Himself, in another life, leading the executions.

"Lies," he snarled.

The daakini laughed. **"The shard shows truth. Bhairava comes to judge you."

Anika stood at the village gufa, surrounded by menstruating women chanting the Swasthani Katha. Their blood pooled in a bronze kalash, its surface reflecting the black sun.

"The boksi power is in their cycles," she told Jay. "I can bind it to the wraiths. But I need…"

"A sacrifice," Laxmi finished. "The jhankri's goat won't suffice. It must be human."

The villagers recoiled. Kishan raised a trembling hand. "I—"

"No." Jay stepped forward. "Use me."

The void shard hissed, Yes.

Anika's wraiths lashed Jay's wrists to the kalash. The women's chants rose, their blood snaking up his arms. The shard screamed.

The ritual tore the sky.

Bhairava's form materialized—a skeletal giant clad in ashes and severed heads, his hound Shvan snarling at his side. The village trembled.

"WHO DARES SUMMON ME?"

The daakini swarmed, their claws raking his shadow. "Judge him, Destroyer! He carries your rival's rot!"

Bhairava's gaze fell on Jay. "Shiva's heir… corrupted by a boksi's toy."

The void shard writhed. Jay's veins turned black. "I didn't summon you."

"No. But you fed me." Bhairava's laugh cracked the earth. "Every soul this village sacrificed… every daakini scream… they are my feast."

Meera's khukri clattered. "The cave… it's a larder. The Dashnami used it to feed him."

Kishan stumbled forward, clutching a tantric dagger. "The boksi… they were my ancestors. Let me end this."

He plunged the dagger into his chest. Blood sprayed the kalash, merging with the women's offerings. The daakini shrieked as Bhairava's form destabilized.

"NO!"

Anika's wraiths surged, reforged by Kishan's sacrifice. They tore into Bhairava's shadow, devouring his essence.

"Now!" Laxmi threw Jay the Trishula.

He drove it into the void shard.

The black sun imploded.

Bhairava's roar faded, his judgment unfulfilled. The daakini dissolved, their curses lifting.

Anika's wraiths swarmed, alive with boksi power. "Kishan's soul… it's in them."

Jay collapsed, the shard's hole in his chest weeping void. Meera crouched beside him. "You're dying."

Laxmi pressed a hand to the wound. "Not yet. The daakini left a gift."

In his mind, the boksi whispered: "The void is yours now. Wield it… or let it consume you."

At dusk, the villagers burned Kishan's body, his ashes scattered to ward off pret spirits. The Dashnami skyships circled but did not strike—Bhairava's retreat had bought respite.

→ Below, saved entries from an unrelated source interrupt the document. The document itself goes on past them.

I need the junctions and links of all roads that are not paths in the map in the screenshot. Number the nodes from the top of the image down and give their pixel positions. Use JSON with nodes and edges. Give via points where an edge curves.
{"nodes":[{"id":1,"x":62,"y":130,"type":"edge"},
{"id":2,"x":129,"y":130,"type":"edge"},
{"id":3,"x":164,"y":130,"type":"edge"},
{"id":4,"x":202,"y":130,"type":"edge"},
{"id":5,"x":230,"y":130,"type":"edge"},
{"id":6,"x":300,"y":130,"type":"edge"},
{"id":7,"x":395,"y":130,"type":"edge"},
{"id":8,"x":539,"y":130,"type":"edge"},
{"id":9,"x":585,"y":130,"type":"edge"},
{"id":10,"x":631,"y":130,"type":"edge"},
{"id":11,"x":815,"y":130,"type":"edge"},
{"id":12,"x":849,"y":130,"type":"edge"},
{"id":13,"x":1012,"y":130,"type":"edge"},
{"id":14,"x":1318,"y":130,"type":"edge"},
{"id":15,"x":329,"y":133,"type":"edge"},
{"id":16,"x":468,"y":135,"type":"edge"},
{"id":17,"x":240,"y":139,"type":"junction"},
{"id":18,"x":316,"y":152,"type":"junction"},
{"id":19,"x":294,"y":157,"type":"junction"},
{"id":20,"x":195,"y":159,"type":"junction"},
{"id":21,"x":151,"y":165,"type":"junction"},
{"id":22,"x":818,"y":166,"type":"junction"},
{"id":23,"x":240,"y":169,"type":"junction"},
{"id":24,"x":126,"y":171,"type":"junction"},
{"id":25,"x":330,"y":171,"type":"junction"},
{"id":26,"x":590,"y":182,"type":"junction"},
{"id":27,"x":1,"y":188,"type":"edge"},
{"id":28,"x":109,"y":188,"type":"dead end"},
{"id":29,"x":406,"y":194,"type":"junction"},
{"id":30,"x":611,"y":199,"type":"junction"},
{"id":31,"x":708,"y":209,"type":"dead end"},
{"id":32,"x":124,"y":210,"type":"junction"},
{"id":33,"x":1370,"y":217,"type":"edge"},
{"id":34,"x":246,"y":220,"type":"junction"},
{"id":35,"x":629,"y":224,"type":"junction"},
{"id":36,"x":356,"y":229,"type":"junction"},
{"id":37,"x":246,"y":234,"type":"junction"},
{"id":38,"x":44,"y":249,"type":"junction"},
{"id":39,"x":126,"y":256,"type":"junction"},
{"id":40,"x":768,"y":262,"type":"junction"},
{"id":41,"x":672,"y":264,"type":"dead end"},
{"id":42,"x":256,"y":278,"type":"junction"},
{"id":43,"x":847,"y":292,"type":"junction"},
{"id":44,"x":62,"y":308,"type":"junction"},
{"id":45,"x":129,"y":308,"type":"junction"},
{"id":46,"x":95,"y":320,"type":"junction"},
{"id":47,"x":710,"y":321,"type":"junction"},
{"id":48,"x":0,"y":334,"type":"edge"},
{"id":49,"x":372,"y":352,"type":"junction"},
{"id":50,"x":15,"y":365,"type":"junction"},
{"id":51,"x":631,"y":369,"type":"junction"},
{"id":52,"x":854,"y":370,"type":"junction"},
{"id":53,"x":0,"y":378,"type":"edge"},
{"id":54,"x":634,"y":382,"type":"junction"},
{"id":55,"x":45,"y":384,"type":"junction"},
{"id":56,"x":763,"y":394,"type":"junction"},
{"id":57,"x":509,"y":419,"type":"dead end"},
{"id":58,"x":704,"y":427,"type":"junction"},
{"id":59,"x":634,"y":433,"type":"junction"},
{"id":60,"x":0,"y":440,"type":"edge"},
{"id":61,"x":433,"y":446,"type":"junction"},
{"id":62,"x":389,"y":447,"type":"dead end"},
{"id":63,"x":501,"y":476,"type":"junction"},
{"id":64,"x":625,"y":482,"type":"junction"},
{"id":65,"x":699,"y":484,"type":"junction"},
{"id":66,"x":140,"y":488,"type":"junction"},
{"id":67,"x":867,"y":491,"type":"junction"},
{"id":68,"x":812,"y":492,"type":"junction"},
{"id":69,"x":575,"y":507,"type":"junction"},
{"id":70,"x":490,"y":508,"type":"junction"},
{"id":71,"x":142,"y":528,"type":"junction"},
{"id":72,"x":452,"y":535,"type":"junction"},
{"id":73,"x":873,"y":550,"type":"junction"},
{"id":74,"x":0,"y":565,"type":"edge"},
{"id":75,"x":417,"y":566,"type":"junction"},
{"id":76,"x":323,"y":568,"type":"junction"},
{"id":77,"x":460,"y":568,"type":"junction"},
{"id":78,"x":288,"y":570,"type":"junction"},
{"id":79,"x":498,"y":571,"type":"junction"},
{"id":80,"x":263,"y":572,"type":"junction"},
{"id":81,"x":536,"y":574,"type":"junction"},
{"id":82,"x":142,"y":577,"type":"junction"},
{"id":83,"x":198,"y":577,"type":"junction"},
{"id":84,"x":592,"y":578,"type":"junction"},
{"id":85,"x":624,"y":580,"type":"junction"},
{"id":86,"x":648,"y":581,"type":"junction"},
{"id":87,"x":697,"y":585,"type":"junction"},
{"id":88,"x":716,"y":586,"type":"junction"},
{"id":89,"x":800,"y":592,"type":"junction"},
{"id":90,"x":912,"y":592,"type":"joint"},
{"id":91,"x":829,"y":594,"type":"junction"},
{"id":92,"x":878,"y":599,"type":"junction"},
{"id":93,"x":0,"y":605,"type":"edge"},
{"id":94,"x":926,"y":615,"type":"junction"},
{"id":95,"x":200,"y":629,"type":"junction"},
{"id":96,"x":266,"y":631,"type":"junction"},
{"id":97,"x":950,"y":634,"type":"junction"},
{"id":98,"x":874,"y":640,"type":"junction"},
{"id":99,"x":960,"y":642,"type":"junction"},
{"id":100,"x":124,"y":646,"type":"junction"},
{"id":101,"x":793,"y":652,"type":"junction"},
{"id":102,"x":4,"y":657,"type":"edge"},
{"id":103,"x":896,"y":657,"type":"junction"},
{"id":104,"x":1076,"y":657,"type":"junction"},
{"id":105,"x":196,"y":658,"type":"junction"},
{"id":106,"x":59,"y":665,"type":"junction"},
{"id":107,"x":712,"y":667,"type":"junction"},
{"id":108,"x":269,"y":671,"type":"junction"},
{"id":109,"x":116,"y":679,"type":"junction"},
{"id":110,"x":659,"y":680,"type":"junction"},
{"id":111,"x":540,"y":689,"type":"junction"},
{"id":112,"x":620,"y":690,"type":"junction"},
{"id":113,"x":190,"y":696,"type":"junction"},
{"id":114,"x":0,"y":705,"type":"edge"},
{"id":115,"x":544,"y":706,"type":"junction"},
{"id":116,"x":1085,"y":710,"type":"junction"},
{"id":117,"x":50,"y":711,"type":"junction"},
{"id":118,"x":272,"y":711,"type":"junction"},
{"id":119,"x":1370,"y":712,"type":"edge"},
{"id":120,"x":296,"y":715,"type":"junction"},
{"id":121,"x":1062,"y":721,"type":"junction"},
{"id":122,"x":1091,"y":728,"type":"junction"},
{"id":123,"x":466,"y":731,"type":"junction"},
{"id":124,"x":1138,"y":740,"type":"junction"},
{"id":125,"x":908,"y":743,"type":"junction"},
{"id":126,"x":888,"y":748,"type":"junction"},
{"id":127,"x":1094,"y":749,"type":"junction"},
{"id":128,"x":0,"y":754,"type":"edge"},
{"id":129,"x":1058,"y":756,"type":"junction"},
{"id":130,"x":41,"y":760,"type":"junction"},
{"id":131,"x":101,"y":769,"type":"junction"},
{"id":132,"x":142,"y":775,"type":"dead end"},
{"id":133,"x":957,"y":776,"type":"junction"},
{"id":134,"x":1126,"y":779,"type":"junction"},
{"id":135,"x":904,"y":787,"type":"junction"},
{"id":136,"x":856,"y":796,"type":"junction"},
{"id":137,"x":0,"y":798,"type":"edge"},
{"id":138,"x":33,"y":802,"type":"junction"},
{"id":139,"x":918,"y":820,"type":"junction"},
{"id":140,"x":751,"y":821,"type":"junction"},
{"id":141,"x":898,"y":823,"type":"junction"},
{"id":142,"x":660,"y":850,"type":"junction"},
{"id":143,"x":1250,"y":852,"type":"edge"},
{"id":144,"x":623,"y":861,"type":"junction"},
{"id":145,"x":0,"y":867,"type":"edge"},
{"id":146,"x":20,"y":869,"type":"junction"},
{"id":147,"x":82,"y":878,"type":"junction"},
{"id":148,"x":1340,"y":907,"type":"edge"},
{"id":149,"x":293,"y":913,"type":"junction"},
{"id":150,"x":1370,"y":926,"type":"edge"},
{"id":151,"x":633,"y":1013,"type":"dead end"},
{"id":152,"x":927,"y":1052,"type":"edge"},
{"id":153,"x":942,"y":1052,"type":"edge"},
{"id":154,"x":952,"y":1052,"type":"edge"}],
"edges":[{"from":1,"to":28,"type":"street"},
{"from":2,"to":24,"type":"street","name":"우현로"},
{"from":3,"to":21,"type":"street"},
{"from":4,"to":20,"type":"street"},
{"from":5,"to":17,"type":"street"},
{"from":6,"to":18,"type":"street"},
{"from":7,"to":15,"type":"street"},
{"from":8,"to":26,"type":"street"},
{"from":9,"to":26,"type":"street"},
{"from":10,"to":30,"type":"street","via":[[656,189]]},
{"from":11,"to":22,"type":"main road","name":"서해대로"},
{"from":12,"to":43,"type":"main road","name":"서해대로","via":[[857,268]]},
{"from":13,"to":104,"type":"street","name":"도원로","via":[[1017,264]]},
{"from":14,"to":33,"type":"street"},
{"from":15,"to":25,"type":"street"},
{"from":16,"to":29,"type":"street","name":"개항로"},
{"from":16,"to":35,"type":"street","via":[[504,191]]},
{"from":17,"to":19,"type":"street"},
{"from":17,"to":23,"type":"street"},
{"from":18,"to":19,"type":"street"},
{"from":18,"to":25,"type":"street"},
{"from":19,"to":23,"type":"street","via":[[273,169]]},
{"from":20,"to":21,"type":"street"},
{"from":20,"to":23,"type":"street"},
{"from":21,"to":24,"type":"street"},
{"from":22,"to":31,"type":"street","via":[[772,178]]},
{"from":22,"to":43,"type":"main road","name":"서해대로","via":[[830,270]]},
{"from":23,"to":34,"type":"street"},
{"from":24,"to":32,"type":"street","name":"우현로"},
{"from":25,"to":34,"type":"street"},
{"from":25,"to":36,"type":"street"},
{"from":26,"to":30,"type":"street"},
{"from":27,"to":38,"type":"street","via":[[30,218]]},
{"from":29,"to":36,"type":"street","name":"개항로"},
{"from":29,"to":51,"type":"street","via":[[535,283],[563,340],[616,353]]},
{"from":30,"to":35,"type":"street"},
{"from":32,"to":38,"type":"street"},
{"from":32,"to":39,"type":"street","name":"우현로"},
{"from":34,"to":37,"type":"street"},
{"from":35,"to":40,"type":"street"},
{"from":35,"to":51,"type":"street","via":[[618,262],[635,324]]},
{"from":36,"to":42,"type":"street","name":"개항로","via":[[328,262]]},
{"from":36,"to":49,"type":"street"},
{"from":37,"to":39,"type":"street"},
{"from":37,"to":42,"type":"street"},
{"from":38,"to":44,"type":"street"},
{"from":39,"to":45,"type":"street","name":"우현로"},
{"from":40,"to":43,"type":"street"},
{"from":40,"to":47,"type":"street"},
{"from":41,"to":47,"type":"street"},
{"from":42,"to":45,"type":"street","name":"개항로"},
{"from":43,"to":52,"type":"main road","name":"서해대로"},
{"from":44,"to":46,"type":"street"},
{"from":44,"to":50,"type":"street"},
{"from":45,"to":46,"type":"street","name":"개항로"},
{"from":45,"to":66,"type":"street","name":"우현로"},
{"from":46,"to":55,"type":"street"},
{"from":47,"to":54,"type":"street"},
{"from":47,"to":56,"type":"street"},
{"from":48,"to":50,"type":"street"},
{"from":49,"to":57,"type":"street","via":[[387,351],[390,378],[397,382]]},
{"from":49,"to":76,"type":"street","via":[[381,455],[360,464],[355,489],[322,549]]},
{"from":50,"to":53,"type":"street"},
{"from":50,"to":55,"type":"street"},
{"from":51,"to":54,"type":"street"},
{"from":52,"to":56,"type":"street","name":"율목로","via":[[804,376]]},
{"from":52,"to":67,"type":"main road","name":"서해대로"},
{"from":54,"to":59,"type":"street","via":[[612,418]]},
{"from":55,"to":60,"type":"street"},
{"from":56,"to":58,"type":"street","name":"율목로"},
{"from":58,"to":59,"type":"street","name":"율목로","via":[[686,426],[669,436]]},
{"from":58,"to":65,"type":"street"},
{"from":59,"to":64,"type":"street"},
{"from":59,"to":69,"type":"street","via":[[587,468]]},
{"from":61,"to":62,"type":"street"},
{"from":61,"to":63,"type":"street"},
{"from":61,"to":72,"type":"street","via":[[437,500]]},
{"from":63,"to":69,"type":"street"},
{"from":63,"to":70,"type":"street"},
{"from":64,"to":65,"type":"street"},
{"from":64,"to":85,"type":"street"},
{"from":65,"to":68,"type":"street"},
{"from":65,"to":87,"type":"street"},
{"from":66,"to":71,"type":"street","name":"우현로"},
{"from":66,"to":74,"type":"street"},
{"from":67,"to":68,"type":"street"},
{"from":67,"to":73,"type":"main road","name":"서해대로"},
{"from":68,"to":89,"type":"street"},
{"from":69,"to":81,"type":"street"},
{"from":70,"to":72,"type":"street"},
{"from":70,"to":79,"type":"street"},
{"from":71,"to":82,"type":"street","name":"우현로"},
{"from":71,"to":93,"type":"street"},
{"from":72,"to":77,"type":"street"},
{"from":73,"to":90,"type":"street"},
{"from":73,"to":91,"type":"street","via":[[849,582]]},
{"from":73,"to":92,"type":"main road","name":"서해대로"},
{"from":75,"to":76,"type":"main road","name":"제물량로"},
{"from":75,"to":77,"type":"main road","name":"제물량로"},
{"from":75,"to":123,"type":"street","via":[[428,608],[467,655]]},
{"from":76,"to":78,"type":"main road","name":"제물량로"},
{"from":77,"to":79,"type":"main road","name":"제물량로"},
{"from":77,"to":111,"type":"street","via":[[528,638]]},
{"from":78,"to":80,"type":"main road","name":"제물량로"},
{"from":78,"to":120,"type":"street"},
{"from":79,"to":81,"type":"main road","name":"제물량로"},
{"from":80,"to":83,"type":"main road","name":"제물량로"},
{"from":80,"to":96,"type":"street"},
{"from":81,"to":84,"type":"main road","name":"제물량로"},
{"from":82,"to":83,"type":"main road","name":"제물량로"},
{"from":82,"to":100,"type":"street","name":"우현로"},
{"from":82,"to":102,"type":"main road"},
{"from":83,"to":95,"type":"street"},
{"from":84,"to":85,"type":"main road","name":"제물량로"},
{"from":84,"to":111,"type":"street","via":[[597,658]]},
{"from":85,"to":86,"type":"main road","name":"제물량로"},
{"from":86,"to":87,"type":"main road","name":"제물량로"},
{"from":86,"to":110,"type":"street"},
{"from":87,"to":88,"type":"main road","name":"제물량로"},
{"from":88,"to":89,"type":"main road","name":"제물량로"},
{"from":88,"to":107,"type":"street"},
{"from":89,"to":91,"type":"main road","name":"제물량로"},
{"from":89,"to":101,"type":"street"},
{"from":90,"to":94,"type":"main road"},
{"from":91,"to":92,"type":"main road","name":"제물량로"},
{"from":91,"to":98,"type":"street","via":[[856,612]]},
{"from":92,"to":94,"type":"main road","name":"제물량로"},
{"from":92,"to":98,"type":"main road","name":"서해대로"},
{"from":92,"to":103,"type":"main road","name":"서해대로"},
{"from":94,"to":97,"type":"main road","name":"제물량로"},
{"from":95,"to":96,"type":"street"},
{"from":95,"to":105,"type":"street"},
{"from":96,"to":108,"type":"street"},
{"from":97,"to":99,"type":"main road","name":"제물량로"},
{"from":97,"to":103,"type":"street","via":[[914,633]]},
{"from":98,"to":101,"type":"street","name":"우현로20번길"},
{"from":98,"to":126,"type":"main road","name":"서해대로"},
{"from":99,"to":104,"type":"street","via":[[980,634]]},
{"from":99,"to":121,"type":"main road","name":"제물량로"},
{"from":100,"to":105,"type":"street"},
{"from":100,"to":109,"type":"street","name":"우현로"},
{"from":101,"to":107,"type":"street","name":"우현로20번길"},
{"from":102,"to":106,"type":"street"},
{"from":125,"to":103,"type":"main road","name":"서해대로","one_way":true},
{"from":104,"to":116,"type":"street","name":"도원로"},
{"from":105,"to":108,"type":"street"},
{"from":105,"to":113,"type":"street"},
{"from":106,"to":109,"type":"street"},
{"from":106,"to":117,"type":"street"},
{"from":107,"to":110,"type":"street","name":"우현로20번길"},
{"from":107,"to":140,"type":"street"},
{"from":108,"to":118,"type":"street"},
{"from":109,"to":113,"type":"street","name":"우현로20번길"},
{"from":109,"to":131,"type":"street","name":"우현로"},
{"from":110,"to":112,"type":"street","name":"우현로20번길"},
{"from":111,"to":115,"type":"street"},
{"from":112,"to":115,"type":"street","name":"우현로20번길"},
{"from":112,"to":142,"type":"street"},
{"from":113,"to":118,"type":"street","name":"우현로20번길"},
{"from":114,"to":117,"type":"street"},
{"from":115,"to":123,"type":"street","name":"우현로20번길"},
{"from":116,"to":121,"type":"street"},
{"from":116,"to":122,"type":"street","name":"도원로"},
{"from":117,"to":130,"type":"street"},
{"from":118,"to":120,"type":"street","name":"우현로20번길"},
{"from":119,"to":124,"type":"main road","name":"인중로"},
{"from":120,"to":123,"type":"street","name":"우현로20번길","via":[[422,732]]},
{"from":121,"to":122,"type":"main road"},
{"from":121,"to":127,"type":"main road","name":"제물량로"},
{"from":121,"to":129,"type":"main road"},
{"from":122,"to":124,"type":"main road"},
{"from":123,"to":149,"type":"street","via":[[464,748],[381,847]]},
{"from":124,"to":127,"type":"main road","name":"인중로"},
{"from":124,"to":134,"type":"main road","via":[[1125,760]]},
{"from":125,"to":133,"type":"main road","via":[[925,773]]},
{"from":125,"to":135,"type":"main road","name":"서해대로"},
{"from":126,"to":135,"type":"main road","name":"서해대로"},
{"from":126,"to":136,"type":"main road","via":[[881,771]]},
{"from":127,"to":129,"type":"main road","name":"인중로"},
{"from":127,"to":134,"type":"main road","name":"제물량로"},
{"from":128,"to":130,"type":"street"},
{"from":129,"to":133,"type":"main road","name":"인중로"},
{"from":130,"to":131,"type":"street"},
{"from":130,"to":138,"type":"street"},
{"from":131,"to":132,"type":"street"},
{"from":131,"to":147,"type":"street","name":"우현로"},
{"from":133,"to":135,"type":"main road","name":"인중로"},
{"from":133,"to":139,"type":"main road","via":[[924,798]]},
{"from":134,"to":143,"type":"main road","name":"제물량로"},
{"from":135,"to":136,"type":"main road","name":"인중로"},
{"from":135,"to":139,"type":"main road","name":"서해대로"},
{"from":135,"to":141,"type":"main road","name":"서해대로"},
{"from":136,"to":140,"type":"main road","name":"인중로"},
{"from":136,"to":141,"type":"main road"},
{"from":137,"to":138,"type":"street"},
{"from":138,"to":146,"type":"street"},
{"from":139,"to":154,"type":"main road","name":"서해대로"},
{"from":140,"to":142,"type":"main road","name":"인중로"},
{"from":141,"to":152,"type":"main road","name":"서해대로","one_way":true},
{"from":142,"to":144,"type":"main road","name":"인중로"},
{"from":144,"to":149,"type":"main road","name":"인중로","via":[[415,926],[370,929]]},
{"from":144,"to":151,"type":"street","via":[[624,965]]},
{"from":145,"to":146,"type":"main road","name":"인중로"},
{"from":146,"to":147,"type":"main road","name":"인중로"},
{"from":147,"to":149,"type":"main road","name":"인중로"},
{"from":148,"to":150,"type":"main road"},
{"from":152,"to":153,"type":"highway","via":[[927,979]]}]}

Anika studied her wraiths, now tinged with menstrual crimson. "They're stronger. Hungrier."

Laxmi sharpened her khukri. "The Council will send Bhairava's priests next. We need allies."

Jay touched his chest. The void had scabbed over, but beneath the flesh, it moved.

Somewhere, the child-acolyte whispered: "You fed a god. Now he'll crave more."